● Directions for this task
Only lines with the string "main" are wanted. Pull them out of the data.

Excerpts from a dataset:
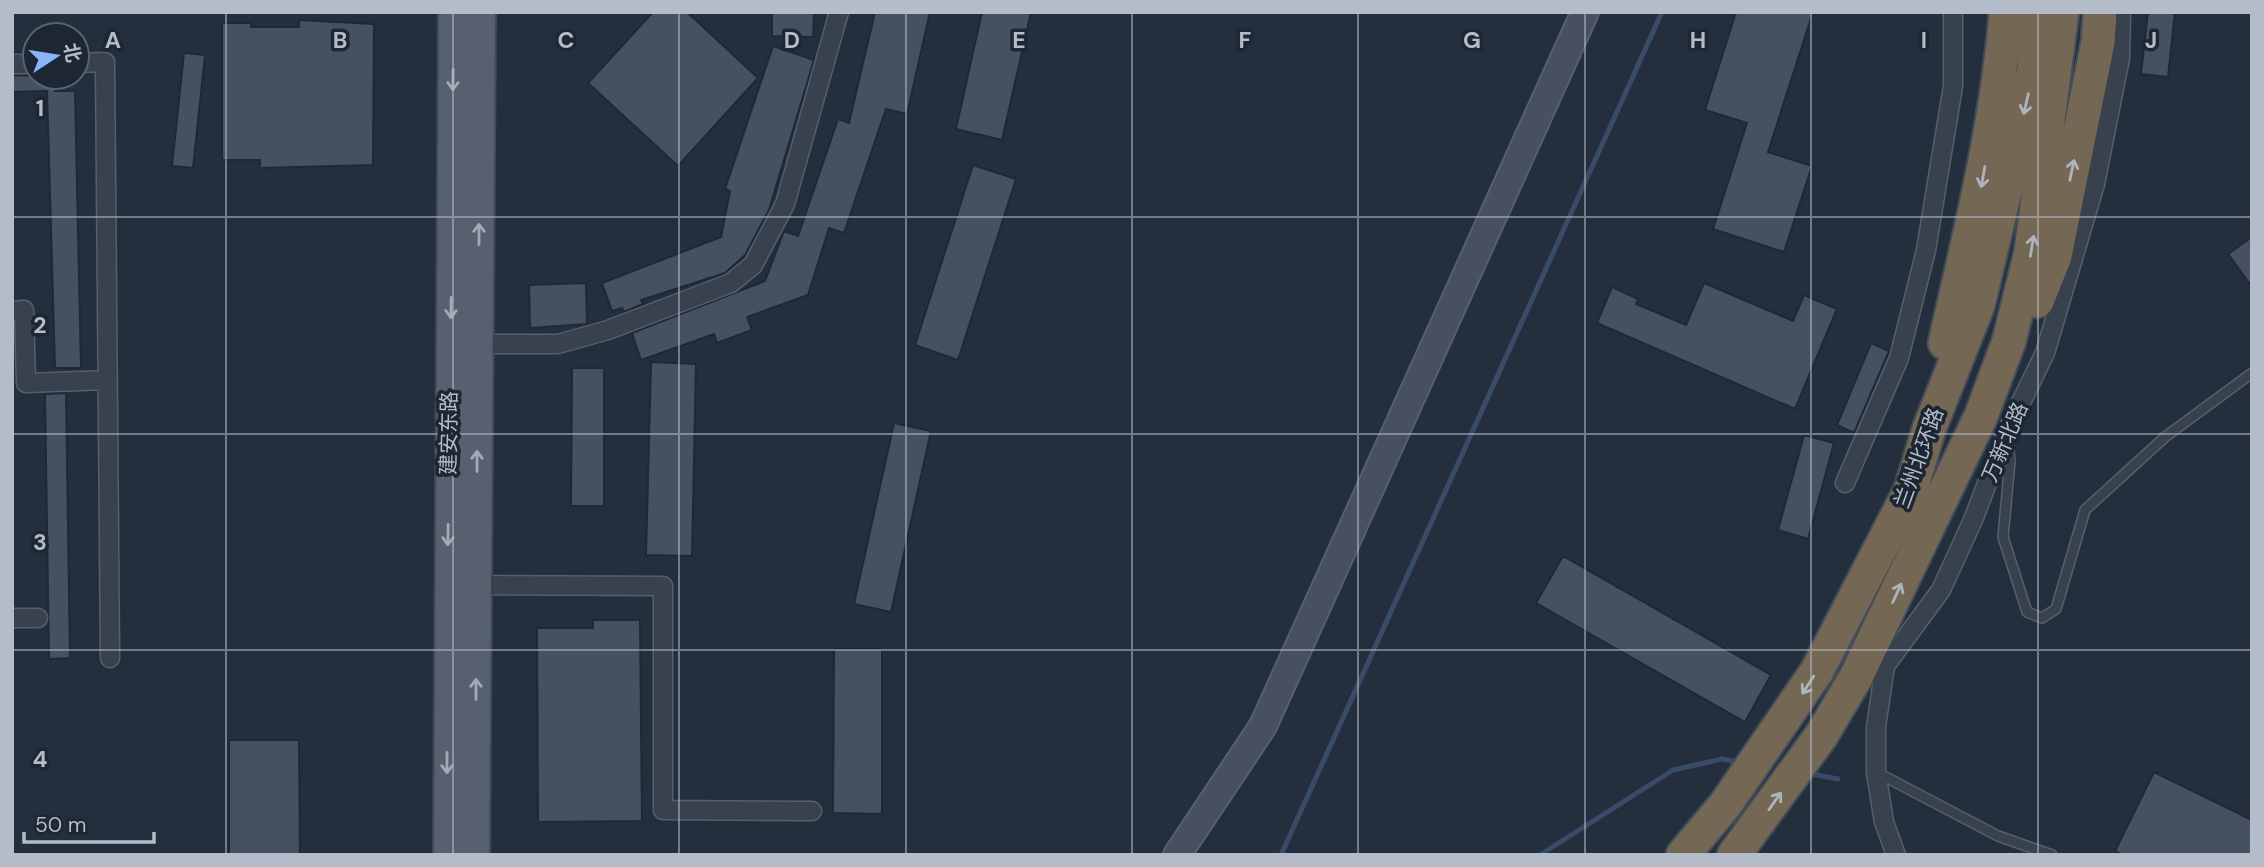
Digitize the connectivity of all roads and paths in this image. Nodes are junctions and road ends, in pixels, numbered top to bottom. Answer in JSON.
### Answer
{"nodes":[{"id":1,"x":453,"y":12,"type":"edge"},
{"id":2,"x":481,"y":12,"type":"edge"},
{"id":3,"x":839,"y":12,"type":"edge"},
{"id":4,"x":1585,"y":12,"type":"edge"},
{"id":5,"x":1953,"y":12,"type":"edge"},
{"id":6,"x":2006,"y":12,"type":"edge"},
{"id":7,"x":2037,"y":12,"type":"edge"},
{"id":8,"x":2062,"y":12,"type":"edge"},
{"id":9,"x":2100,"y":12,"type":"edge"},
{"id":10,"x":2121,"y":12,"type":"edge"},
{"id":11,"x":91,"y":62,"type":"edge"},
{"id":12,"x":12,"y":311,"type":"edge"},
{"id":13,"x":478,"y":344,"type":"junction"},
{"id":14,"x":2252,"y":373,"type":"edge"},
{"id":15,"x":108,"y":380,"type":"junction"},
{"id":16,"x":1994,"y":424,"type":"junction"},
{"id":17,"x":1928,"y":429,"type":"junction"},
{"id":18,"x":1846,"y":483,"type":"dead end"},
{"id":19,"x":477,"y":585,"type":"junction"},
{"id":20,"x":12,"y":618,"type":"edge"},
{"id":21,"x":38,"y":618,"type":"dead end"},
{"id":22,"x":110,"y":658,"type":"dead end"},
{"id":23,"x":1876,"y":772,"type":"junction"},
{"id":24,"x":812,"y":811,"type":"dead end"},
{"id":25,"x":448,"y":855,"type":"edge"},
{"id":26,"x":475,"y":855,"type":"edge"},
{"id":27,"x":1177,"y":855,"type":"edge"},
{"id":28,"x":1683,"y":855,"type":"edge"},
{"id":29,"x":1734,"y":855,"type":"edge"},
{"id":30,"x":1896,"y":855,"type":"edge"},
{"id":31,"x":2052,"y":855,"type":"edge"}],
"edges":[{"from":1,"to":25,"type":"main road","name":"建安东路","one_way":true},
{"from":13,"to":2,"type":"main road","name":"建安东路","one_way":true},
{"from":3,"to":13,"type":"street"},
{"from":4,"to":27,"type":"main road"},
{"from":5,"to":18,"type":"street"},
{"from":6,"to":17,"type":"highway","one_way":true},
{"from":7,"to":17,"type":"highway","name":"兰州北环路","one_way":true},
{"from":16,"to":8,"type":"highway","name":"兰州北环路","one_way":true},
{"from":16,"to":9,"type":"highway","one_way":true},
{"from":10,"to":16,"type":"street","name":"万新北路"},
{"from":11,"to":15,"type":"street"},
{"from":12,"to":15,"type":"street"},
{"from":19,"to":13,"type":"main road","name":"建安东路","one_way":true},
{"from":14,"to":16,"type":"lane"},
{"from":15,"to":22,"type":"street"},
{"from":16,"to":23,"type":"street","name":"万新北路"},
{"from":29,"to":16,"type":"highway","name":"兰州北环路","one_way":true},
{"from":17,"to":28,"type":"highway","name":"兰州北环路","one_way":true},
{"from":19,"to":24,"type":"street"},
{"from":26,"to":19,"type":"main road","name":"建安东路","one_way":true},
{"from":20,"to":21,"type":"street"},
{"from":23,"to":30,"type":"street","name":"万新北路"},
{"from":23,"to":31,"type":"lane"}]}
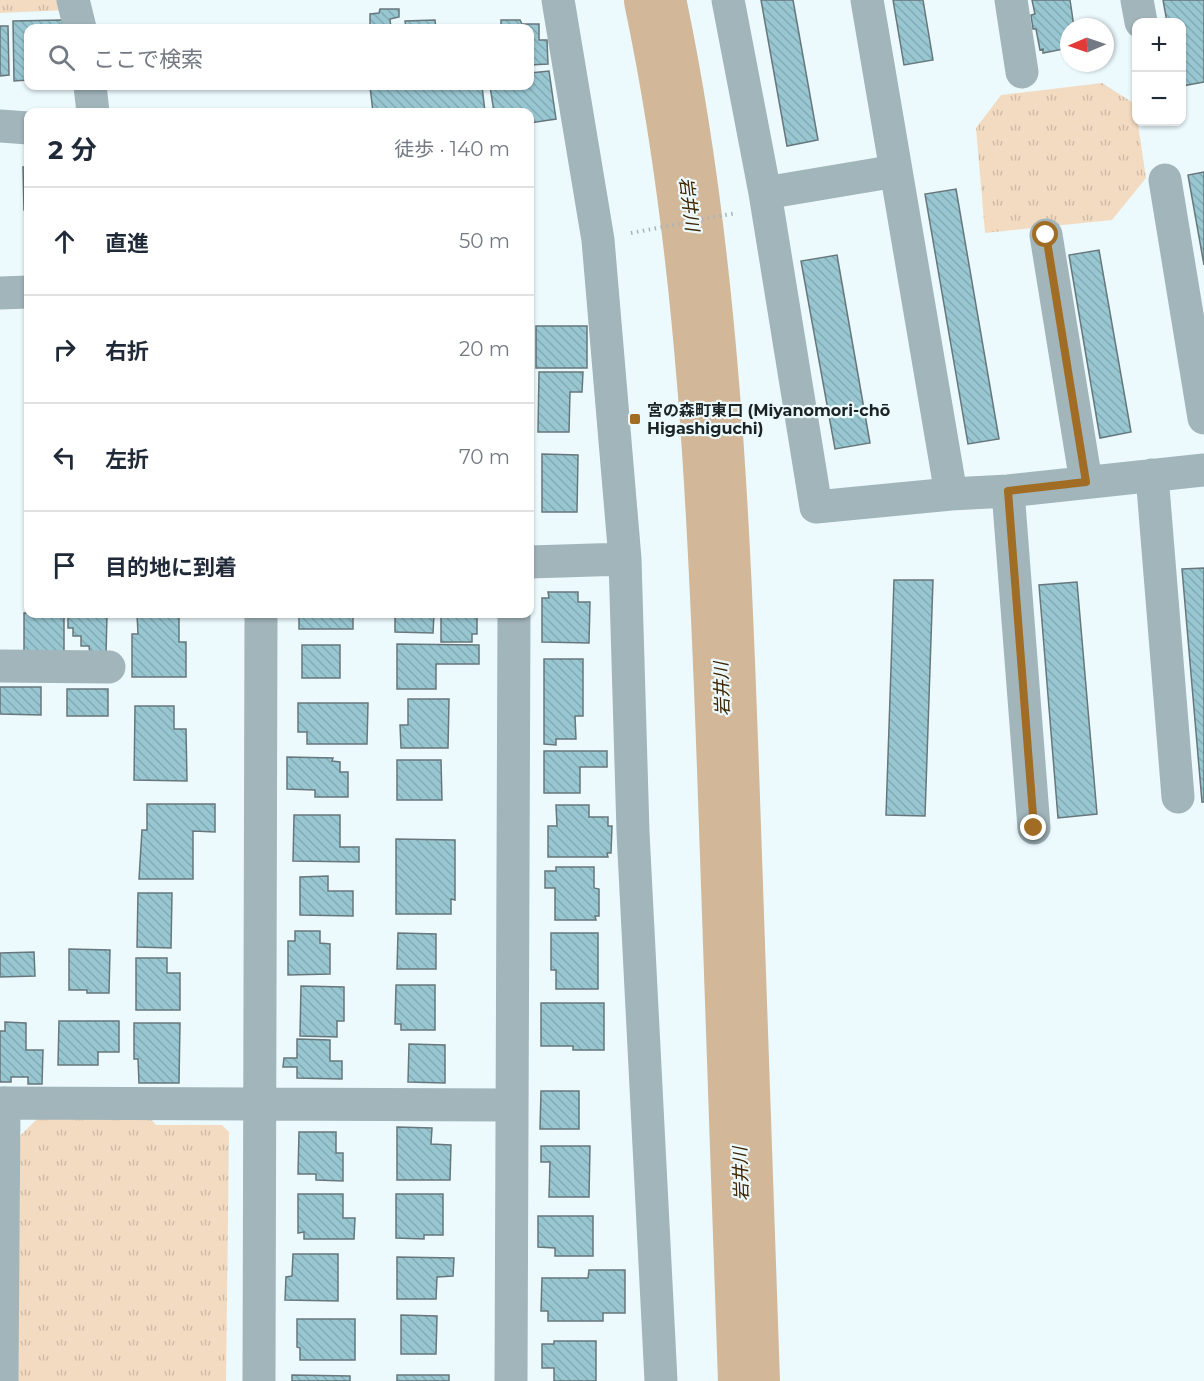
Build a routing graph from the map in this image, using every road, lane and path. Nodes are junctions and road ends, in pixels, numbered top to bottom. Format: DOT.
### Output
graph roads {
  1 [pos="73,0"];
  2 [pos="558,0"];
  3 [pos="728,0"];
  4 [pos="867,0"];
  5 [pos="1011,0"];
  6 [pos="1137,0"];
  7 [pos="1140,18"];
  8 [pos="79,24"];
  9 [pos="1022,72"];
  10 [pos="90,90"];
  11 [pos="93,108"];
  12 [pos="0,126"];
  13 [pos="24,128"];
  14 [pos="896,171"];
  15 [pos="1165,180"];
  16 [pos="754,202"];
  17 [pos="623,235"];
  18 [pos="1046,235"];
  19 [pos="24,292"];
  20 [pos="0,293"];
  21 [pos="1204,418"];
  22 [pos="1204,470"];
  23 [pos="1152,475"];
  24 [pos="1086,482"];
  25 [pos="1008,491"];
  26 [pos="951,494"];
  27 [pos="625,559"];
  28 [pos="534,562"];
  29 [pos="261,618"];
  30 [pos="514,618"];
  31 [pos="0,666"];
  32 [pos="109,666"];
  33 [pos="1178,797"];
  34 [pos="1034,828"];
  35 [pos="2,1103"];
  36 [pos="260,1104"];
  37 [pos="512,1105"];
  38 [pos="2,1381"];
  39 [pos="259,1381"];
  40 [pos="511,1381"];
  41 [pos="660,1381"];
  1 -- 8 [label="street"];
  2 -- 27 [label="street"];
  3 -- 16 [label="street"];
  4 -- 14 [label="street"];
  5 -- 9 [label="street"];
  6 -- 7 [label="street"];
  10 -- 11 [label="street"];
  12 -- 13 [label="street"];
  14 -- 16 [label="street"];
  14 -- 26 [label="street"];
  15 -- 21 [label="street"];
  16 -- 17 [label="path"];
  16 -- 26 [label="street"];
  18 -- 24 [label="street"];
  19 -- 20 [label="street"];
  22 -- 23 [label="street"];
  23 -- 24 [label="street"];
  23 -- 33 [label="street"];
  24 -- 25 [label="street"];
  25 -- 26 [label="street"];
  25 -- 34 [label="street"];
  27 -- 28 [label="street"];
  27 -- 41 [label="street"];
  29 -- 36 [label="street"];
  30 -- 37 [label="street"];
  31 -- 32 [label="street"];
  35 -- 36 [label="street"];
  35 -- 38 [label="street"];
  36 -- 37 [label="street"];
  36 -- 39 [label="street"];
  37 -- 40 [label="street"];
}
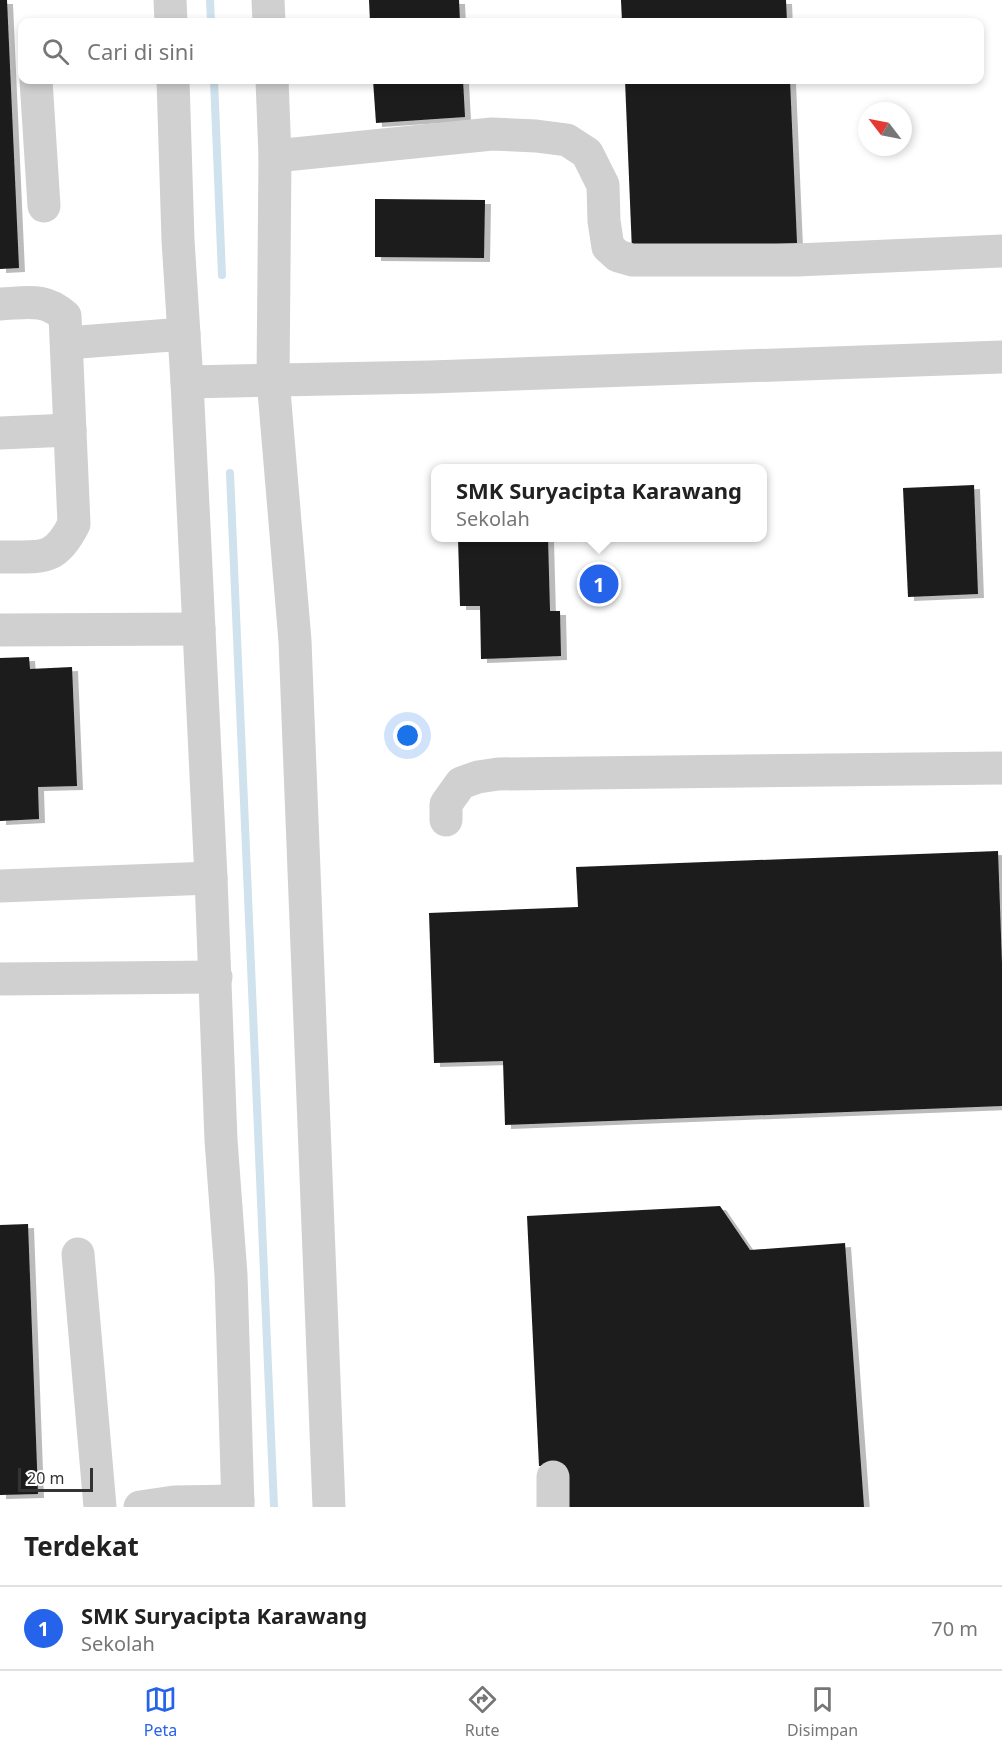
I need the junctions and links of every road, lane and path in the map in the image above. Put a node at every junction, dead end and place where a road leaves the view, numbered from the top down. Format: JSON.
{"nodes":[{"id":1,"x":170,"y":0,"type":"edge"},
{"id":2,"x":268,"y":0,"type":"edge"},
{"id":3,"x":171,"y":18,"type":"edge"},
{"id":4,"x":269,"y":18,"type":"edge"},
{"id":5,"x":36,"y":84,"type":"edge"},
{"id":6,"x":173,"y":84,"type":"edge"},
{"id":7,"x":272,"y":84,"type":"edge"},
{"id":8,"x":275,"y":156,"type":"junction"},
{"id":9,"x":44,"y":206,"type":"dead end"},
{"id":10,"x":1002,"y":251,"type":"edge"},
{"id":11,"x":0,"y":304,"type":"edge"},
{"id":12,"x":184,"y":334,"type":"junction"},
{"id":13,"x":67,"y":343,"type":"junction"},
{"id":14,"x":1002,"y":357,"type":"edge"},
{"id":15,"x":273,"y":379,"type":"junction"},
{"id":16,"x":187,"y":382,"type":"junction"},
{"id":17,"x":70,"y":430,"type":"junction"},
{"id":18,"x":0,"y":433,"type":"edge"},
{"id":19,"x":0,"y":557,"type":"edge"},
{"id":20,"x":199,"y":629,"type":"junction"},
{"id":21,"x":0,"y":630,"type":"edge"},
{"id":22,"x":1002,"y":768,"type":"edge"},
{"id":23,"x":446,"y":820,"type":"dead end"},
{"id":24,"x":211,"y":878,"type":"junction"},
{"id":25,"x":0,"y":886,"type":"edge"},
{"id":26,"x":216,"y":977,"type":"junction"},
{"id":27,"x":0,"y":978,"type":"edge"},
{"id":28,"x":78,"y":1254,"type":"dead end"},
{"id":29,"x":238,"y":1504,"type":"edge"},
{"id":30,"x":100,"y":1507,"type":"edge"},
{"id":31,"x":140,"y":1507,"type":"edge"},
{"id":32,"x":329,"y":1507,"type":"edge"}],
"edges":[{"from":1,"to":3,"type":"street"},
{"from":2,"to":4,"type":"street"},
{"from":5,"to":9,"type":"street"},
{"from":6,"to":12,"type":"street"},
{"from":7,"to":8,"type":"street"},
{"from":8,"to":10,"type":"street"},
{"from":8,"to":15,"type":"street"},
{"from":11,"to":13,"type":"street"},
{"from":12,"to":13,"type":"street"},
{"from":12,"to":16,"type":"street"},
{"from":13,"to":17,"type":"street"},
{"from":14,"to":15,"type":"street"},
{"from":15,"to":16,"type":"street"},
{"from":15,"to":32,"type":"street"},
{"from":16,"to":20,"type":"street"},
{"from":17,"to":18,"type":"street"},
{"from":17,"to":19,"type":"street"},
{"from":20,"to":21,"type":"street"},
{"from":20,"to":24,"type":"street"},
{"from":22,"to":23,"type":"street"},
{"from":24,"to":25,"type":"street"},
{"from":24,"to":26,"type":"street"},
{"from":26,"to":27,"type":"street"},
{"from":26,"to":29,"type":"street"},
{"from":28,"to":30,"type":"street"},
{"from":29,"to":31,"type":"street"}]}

● Task response
"edges":[{"from":1,"to":25,"type":"main road","name":"建安东路","one_way":true},
{"from":13,"to":2,"type":"main road","name":"建安东路","one_way":true},
{"from":4,"to":27,"type":"main road"},
{"from":19,"to":13,"type":"main road","name":"建安东路","one_way":true},
{"from":26,"to":19,"type":"main road","name":"建安东路","one_way":true},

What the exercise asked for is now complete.